Diets! There is no single, best diet for every person to follow, as weight loss depends upon each person’s eating habits, metabolism, muscle mass, fat content, and body fluid. While you may feel that a dieting plan such as Paleo or ketogenic works for you, it doesn’t mean it will work for everyone. The best diet is the one that works for you and takes into account your physical and biochemical differences, as well as your lifestyle, such as family, life demands, cooking experience, and food availability.
The ketogenic diet is a high-fat, extremely low carbohydrate diet. In our regular diet, we have a large proportion of carbohydrates, followed by protein, and finally, fat. In this case, the main source of energy for the body comes in the form of glycogen produced from the internal carbs. However, in ketogenic diet, we make the amount of carbohydrates almost non-existent in our body, and replace the amount of carbohydrates with fats. Since our body doesn’t get adequate amount of carbs, the formation of glycogen doesn’t take place. In the absence of glycogen, our body starts searching for a secondary source of energy, and in this process, the body starts producing ketones and uses it as the source of energy. The main concept of ketogenic diet is to use fat as the main source of energy, instead of carbohydrates. Healthy fats, such as those in avocados, coconuts, Brazil nuts, seeds, oily fish, and olive oil are liberally added to the diet to maintain an overall emphasis on fat.
The Atkins Diet focuses on controlling the levels of insulin in the body through a low-carbohydrate diet. If people consume large amounts of refined carbohydrates, their insulin levels rise and fall rapidly. Rising insulin levels trigger the body to store energy from the food that is consumed, making it less likely that the body will use stored fat as a source of energy. Therefore, people on an Atkins Diet avoid carbohydrates, but can eat as much protein and fat as they like. The Atkins Diet has four core principles—these state that the dieter will lose weight, maintain weight loss, achieve good health, and lay the permanent groundwork for disease prevention.
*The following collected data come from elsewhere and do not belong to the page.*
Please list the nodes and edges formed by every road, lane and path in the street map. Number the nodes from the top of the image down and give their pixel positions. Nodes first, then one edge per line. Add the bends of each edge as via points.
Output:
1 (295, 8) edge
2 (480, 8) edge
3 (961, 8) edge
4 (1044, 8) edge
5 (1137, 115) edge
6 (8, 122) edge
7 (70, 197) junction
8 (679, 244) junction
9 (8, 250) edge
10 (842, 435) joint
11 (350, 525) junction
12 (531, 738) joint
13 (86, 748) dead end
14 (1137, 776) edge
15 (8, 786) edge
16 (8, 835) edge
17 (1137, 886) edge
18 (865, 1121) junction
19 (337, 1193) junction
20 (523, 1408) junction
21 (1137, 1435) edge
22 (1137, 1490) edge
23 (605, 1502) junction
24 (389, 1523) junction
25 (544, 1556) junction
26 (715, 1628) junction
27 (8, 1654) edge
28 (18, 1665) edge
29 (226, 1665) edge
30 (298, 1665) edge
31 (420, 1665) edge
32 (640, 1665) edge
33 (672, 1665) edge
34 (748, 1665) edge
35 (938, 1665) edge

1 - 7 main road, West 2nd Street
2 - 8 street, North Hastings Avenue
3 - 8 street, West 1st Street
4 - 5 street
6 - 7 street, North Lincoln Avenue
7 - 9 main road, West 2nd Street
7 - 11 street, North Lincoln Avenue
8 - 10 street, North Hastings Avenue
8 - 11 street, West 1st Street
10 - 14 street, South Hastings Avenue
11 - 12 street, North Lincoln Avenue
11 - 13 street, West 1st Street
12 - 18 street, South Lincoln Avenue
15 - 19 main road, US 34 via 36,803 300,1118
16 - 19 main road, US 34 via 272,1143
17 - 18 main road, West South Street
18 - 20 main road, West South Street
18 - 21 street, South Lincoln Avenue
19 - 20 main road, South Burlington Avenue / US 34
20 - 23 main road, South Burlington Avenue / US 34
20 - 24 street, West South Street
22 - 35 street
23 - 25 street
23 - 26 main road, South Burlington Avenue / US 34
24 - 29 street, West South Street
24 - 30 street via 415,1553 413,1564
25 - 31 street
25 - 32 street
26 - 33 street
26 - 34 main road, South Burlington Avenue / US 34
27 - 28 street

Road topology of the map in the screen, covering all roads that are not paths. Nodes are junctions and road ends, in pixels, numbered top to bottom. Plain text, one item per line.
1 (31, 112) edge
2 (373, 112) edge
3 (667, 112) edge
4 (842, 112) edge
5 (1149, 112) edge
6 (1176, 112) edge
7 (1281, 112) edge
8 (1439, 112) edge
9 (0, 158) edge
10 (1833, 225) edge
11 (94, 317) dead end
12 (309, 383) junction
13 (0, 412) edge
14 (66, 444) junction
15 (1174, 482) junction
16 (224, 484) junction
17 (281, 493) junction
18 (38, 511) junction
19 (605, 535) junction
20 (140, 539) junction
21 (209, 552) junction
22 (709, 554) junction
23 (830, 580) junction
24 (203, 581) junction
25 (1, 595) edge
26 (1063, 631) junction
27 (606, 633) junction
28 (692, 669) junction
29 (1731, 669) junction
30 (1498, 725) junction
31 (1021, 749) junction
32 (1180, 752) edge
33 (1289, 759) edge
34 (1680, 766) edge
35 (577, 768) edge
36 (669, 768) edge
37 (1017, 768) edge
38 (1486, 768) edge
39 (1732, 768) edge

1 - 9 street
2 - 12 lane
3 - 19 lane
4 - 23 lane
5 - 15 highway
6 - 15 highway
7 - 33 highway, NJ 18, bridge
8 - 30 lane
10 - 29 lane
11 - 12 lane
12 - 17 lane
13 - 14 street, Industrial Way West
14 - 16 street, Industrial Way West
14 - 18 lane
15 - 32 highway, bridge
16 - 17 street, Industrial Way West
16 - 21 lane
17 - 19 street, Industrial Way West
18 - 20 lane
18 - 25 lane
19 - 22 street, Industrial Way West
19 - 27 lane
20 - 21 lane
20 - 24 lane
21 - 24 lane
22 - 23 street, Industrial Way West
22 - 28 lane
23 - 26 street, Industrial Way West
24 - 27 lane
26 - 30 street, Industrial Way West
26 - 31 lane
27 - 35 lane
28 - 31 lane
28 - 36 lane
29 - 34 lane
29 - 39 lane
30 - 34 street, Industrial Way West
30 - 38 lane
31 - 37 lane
Veganism is more a way of life and a philosophy than a diet that attempts to exclude all forms of animal exploitation and cruelty, whether for food, clothing, or any other purpose. For these reasons, the vegan diet is devoid of all animal products, including meat, eggs, honey, and dairy. People choose to follow a vegan diet for various reasons that usually range from ethics to environmental concerns, but they can also stem from a desire to improve health. A vegan diet can be a highly nutritious choice, as it is low in saturated fat and rich in nutrients. However, starting out on an animal-free diet without proper planning can lead to some health risks, as all protein, vitamins, and minerals must come from non-animal sources, so food choice and preparation are important.
A Paleo diet is a dietary plan based on foods similar to what might have been eaten during the Paleolithic era, which dates from approximately 2.5 million to 10,000 years ago. A Paleo diet typically includes lean meats, fish, fruits, vegetables, nuts, and seeds—foods that in the past could be obtained by hunting and gathering. The Paleo diet is fairly restrictive, avoiding many foods, such as cereal grains, legumes, dairy, refined sugar, refined vegetable oils, potatoes, processed foods, and salt. According to this diet, these foods have to be avoided because they are known to be inflammatory, are disruptive to hormones, and negatively impact the health of the gut. The Paleo lifestyle reduces inflammation, regulates the immune system, supports liver detoxification, supports hormone regulation, promotes healthy digestion, and normalizes weight. With regard to weight loss, the Paleo diet typically helps people lose weight and be free of junk foods.
The Mediterranean diet promotes the consumption of fresh as well as non-processed foods. The emphasis is on lots of plant foods, fresh fruits as dessert, beans, nuts, whole grains, and seeds, and olive oil as the main source of dietary fat. Cheese and yogurt are the main dairy foods. The diet also includes moderate amounts of fish and poultry, eggs, small amounts of red meat, and moderate amounts of wine. This diet is associated with preventing heart disease, diabetes, high blood pressure, and obesity, and is considered one of the healthiest and easiest diets to follow, as it is more of a lifestyle and very easy to maintain.